I am not entirely against pharmacological help or ‘the medication’ itself, and I know it can help in extreme cases where you feel you may die and you totally believe it. It is better to take anything that helps until you learn your ways of dealing with anxiety and you are equipped with the tools that get you through it, but just be mindful. Be aware of its side effects and the long-term effects of potentially induced early memory loss or dementia, amongst others. Educate yourself. Do not blindly believe the doctors, as some of them will still choose for you the easy option. Be diligent, be resourceful.
My personal voyage to fully 'cure' myself of anxiety was a really long journey. Not everything worked, in fact, not many things did, but I didn’t give up. We are so lucky these days to have this huge abundance of resources that can help us throughout the majority of life and health challenges. We can use a huge range of therapies, more or less alternative interventions and self-help sources. You need to remember that there is no one method that will work for everyone, as we are so unique. Yet, almost always you need to see someone else to help you. This is how we humans are wired. We heal through connection with the right person, the right energy, the right attachment. Whatever you call it, it is a profoundly personally evoked experience that sometimes cannot be explained explicitly. It just happens for us, when we are open, when we are ready and when we are with the right person. So don’t give up on your journey of searching!
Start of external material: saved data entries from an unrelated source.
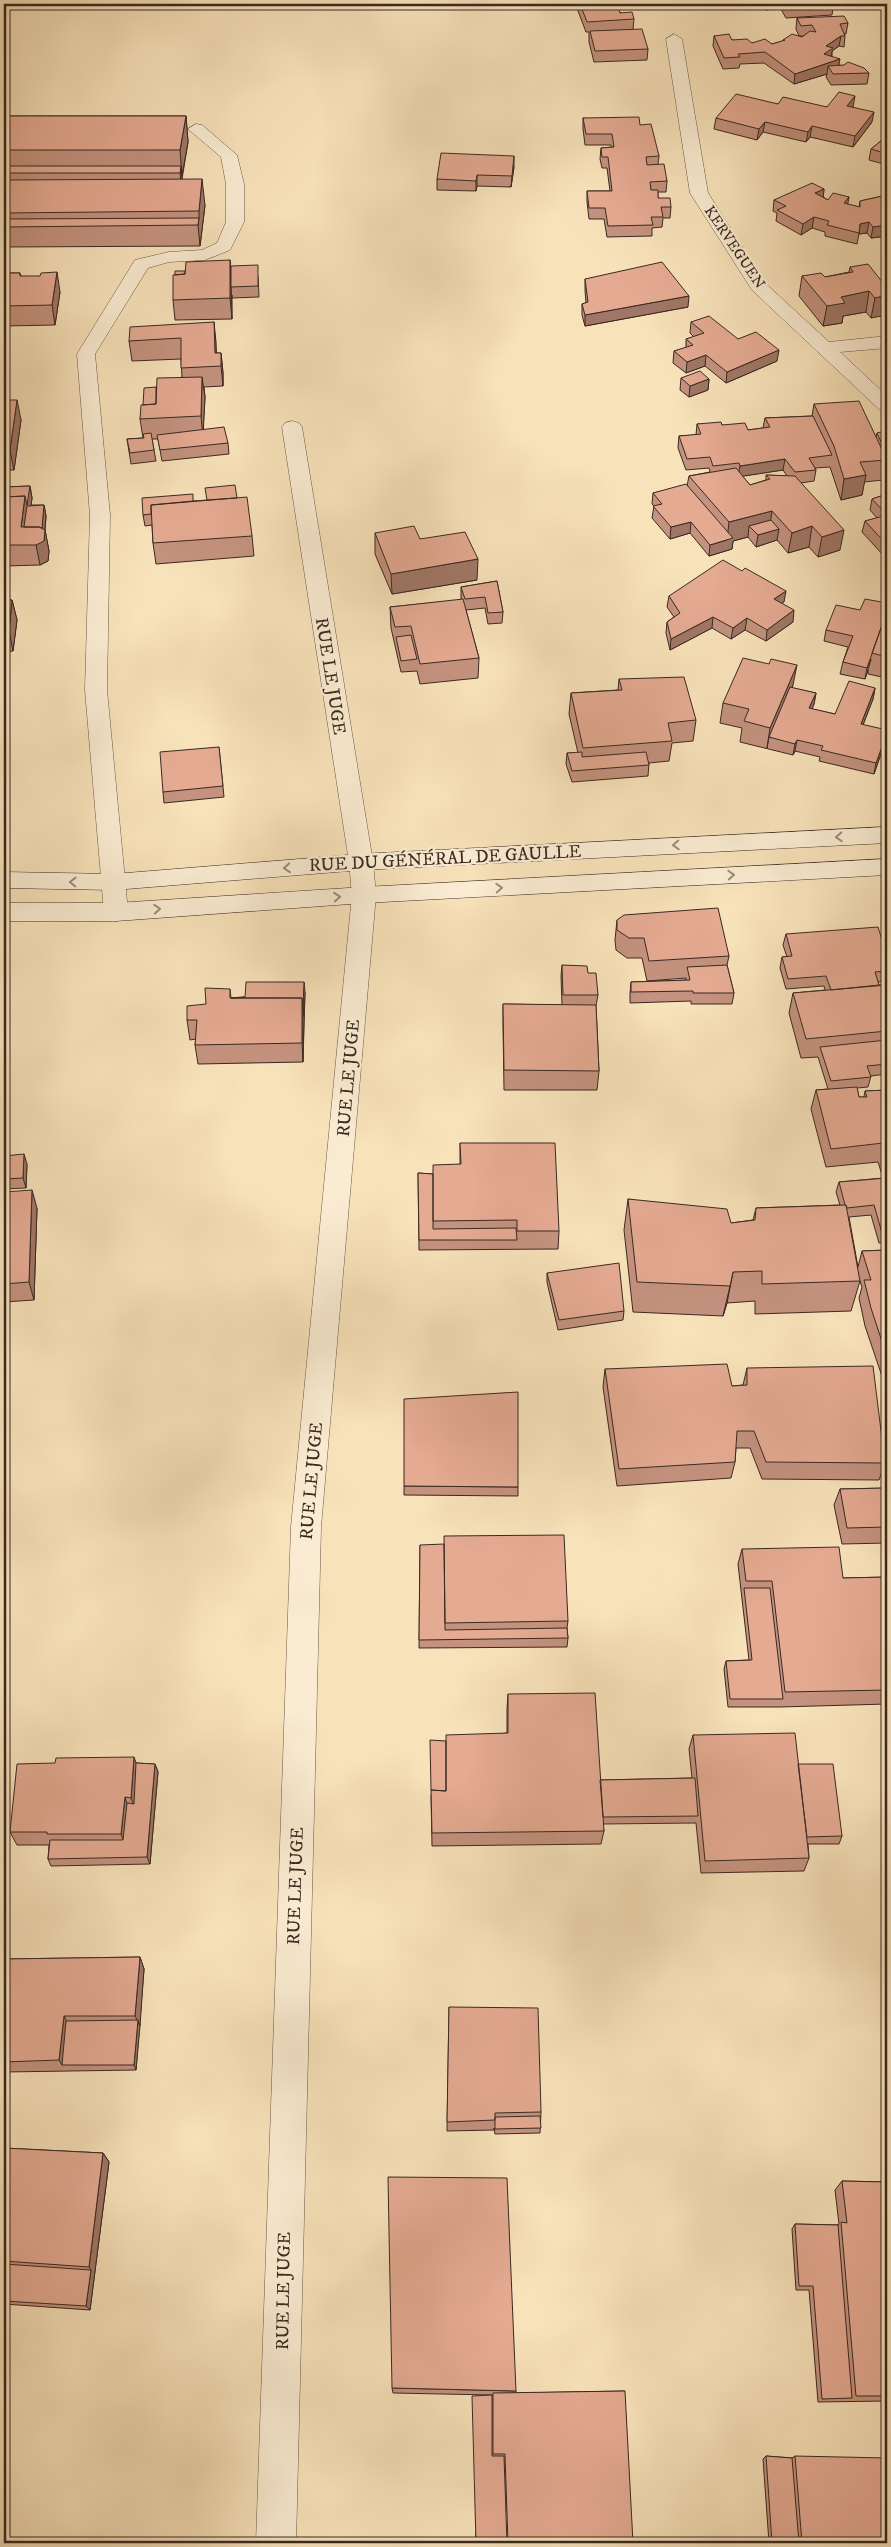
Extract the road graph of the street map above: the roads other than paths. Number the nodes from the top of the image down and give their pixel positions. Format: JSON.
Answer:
{"nodes":[{"id":1,"x":12,"y":4,"type":"edge"},
{"id":2,"x":4,"y":8,"type":"edge"},
{"id":3,"x":674,"y":39,"type":"dead end"},
{"id":4,"x":196,"y":130,"type":"dead end"},
{"id":5,"x":887,"y":342,"type":"edge"},
{"id":6,"x":825,"y":348,"type":"junction"},
{"id":7,"x":887,"y":406,"type":"edge"},
{"id":8,"x":292,"y":427,"type":"dead end"},
{"id":9,"x":887,"y":835,"type":"edge"},
{"id":10,"x":361,"y":862,"type":"junction"},
{"id":11,"x":887,"y":867,"type":"edge"},
{"id":12,"x":4,"y":880,"type":"edge"},
{"id":13,"x":114,"y":882,"type":"junction"},
{"id":14,"x":364,"y":895,"type":"junction"},
{"id":15,"x":4,"y":912,"type":"edge"},
{"id":16,"x":116,"y":912,"type":"junction"},
{"id":17,"x":276,"y":2543,"type":"edge"}],
"edges":[{"from":1,"to":2,"type":"street"},
{"from":3,"to":6,"type":"street","name":"KERVEGUEN"},
{"from":4,"to":13,"type":"street"},
{"from":5,"to":6,"type":"street"},
{"from":6,"to":7,"type":"street","name":"KERVEGUEN"},
{"from":8,"to":10,"type":"street","name":"RUE LE JUGE"},
{"from":9,"to":10,"type":"street","name":"RUE DU GÉNÉRAL DE GAULLE","one_way":true},
{"from":10,"to":13,"type":"street","name":"RUE DU GÉNÉRAL DE GAULLE","one_way":true},
{"from":10,"to":14,"type":"street","name":"RUE LE JUGE"},
{"from":14,"to":11,"type":"street","name":"RUE DU GÉNÉRAL DE GAULLE","one_way":true},
{"from":13,"to":12,"type":"street","name":"RUE DU GÉNÉRAL DE GAULLE","one_way":true},
{"from":13,"to":16,"type":"street"},
{"from":16,"to":14,"type":"street","name":"RUE DU GÉNÉRAL DE GAULLE","one_way":true},
{"from":14,"to":17,"type":"street","name":"RUE LE JUGE"},
{"from":15,"to":16,"type":"street","name":"RUE DU GÉNÉRAL DE GAULLE"}]}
What was an imperative ingredient in my healing process was the complete attention to the roots of my distress? And oh boy, wasn’t that hard! It was super hard, but it was so much harder to carry this burden myself for so many years. Once the sources of my anxiety were identified, talked about, accepted, attended to and understood, I was able to learn how to deal with the outcomes. I was able to learn new tools and apply them moving forward. I learnt how to communicate my needs and be listened to. I learnt how to accept and love myself unconditionally. It required a lot of resilience, both professionally and personally. I had to say many goodbyes, to some people, to places, to old habits. I had to open myself to new and unknown connections and experiences, but I grew through all of these and today I am able to do what I am doing with others because I have been there and I worked through it. I understand.
This is the model that worked for me. And now, at moments of heightened stress, I know how to regulate my body and its responses. I know how to navigate my energy to deal with what I can control and let go of what I cannot control. I still may feel butterflies or a tingly sensation in my stomach or chest, but this is totally manageable, and I am ok. The feeling that was brought up by being freed from all my darkness and imperfections that I was scared to disclose before was the most magical and liberating experience of all! Utterly emancipating and beautiful!
So now, when I work with those that suffer from generalised anxiety disorder or other forms of distress I ask them if they remember feeling differently before they started feeling anxious, and they all do. All of them remember. They were not born with this, and this is where our journey may begin.
My long-forgotten history of ‘the medication’ days has been replaced with practical tools learnt from many incredible people, with whom I reframed my point of reference and created my new narratives that have enabled me to grow through the challenging years of emotional distress and struggle.
Hence, despite the fact that this is not an easy ride and that this model may not be for you, do not give up in your searches for the right solution. May you find it and may you be happy.